◆ **Task item**
Go through the entries and copy every line that has the string "nodes" in it.

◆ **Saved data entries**
--
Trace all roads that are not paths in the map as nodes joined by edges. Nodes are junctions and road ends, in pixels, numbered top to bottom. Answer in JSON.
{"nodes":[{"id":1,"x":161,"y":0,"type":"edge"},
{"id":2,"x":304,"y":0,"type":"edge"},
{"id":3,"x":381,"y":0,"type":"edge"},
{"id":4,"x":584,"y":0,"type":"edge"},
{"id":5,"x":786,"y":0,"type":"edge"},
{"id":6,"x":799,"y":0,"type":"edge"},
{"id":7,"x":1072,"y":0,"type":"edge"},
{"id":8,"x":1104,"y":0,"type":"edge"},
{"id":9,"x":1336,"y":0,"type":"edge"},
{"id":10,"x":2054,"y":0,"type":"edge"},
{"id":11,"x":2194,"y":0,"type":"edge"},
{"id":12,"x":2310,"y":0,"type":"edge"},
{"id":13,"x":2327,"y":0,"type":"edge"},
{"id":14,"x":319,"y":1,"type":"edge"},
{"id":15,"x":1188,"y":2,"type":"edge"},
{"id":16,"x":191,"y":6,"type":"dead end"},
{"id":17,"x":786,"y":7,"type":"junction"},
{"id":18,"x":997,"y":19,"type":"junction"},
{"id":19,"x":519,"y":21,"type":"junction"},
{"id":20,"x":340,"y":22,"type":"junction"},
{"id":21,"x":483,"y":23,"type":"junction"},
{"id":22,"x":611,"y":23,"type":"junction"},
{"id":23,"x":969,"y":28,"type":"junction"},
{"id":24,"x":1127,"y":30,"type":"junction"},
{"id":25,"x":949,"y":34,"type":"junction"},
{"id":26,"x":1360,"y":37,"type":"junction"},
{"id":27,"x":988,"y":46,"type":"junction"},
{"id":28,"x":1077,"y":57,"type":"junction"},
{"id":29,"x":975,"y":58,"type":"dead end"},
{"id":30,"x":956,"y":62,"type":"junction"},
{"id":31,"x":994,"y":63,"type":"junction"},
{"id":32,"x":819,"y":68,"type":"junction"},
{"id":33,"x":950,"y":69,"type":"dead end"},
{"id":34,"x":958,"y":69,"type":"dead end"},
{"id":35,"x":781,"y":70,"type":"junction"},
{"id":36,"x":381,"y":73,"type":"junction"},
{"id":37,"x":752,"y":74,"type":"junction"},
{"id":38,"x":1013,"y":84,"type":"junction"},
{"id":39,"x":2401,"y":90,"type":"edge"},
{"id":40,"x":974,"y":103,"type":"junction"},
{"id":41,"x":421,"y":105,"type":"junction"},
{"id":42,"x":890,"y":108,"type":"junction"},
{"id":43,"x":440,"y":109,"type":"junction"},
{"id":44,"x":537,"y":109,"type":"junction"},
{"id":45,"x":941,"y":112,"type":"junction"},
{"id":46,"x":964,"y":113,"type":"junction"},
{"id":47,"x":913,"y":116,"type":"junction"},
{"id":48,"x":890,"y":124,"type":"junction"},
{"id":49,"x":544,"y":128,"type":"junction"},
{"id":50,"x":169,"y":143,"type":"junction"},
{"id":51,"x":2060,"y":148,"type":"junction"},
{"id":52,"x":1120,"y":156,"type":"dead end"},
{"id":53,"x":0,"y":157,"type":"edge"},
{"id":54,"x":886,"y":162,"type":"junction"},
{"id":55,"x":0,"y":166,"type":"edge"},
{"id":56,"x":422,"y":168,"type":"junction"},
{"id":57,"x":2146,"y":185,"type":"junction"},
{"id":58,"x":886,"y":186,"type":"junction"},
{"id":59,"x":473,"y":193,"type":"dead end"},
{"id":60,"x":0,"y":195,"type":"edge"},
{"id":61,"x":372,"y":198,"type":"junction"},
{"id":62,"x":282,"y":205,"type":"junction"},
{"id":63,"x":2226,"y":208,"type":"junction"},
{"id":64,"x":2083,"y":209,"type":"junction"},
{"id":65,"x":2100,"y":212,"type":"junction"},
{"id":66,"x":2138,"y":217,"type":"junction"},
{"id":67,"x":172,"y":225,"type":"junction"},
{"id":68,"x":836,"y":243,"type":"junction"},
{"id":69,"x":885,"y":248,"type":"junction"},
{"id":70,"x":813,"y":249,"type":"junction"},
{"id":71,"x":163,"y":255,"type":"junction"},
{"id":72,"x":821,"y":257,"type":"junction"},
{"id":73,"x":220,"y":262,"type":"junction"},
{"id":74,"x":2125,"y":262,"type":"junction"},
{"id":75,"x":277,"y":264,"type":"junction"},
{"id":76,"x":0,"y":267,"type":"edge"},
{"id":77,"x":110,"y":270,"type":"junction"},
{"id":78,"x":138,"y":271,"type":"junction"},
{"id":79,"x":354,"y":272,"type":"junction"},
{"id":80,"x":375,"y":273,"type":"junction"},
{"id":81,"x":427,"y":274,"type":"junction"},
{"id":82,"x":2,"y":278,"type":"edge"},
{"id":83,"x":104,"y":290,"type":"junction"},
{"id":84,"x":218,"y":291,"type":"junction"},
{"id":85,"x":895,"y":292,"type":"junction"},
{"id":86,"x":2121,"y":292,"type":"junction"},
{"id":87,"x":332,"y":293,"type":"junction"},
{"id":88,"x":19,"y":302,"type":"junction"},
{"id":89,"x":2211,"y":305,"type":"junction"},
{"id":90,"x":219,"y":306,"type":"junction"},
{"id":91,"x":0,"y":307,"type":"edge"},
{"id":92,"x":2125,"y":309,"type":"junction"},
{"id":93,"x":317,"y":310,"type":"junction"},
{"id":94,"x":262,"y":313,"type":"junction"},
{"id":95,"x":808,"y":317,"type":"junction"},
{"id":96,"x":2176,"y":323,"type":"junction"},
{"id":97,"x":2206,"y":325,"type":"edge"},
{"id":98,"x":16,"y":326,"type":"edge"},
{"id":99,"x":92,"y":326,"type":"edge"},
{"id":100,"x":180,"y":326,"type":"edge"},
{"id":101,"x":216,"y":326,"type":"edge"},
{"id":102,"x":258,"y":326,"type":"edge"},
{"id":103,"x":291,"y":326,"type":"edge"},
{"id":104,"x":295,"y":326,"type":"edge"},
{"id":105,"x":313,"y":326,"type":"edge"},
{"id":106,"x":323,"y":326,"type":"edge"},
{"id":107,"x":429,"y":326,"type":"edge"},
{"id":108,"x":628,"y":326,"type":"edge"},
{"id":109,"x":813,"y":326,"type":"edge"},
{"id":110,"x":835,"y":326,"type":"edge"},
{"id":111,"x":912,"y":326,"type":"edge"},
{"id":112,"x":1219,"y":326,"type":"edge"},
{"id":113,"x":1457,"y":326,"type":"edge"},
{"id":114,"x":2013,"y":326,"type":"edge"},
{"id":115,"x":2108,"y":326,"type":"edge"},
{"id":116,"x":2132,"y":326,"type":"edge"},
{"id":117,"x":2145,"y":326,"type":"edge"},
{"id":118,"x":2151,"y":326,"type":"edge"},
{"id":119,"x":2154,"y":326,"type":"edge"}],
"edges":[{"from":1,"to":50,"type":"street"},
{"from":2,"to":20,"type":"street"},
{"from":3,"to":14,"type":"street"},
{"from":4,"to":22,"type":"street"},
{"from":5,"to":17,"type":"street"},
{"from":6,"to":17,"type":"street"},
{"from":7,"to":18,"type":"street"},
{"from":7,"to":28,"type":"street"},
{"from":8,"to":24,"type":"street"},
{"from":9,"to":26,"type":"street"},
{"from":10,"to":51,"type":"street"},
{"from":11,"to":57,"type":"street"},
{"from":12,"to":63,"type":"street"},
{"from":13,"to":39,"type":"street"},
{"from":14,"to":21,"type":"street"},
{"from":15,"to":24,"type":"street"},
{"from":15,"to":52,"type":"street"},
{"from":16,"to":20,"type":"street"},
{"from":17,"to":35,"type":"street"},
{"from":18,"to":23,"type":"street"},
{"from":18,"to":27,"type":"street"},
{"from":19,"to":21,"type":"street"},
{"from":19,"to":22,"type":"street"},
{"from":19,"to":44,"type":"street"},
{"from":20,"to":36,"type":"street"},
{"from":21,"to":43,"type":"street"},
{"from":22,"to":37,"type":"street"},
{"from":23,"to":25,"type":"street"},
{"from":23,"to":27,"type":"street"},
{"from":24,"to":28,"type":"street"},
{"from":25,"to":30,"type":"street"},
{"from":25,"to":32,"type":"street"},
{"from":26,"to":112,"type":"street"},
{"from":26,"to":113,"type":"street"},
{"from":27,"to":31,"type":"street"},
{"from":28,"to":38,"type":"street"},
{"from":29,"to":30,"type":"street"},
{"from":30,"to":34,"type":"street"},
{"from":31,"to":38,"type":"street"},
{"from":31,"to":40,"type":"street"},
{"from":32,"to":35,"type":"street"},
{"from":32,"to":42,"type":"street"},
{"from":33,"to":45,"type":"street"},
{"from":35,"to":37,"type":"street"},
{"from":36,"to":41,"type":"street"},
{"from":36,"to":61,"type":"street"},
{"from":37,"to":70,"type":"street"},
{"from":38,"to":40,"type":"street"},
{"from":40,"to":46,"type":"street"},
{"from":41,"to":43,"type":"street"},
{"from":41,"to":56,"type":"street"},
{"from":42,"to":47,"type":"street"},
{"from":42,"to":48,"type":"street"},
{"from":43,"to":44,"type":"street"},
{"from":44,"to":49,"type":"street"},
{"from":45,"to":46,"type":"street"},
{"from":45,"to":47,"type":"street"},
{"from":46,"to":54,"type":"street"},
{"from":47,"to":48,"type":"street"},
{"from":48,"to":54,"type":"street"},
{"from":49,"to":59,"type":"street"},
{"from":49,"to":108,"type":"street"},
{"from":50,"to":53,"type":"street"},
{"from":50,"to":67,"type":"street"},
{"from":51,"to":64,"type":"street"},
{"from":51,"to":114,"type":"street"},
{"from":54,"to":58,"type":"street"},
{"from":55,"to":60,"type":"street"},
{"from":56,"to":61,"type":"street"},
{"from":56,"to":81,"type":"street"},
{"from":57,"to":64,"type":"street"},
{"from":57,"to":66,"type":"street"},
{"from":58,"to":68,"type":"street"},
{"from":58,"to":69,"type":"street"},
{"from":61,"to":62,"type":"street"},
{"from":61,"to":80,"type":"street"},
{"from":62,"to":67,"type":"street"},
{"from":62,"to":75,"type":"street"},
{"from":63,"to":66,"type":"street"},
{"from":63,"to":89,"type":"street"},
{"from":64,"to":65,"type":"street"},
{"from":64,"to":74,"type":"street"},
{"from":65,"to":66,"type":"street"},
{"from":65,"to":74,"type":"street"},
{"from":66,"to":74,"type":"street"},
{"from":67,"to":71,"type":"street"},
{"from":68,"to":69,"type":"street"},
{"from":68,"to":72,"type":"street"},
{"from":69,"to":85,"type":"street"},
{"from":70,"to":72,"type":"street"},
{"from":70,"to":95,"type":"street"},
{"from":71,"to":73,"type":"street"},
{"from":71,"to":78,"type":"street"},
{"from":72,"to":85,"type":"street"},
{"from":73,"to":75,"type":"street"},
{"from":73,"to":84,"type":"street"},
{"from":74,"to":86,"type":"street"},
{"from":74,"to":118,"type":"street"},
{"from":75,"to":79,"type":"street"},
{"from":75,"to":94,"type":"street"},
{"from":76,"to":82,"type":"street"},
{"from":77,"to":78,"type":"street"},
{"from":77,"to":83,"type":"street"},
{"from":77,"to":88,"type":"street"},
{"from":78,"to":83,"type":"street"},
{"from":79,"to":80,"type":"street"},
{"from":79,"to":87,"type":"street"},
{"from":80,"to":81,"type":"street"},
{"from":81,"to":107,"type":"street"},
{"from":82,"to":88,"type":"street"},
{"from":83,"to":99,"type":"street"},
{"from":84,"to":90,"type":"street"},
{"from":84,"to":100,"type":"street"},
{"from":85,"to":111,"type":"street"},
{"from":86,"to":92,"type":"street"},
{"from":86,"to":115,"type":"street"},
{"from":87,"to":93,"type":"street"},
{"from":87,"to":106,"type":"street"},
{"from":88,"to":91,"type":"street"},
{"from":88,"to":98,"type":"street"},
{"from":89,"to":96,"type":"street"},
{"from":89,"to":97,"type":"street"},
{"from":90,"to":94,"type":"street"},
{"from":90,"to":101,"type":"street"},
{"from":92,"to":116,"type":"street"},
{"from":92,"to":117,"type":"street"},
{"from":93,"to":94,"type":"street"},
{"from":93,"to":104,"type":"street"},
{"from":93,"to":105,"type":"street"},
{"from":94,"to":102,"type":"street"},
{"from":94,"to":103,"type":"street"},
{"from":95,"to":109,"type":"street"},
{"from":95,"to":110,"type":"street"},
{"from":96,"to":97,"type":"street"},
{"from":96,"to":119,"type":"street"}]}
--
◆ **Result of this exercise**
Trace all roads that are not paths in the map as nodes joined by edges. Nodes are junctions and road ends, in pixels, numbered top to bottom. Answer in JSON.
{"nodes":[{"id":1,"x":161,"y":0,"type":"edge"},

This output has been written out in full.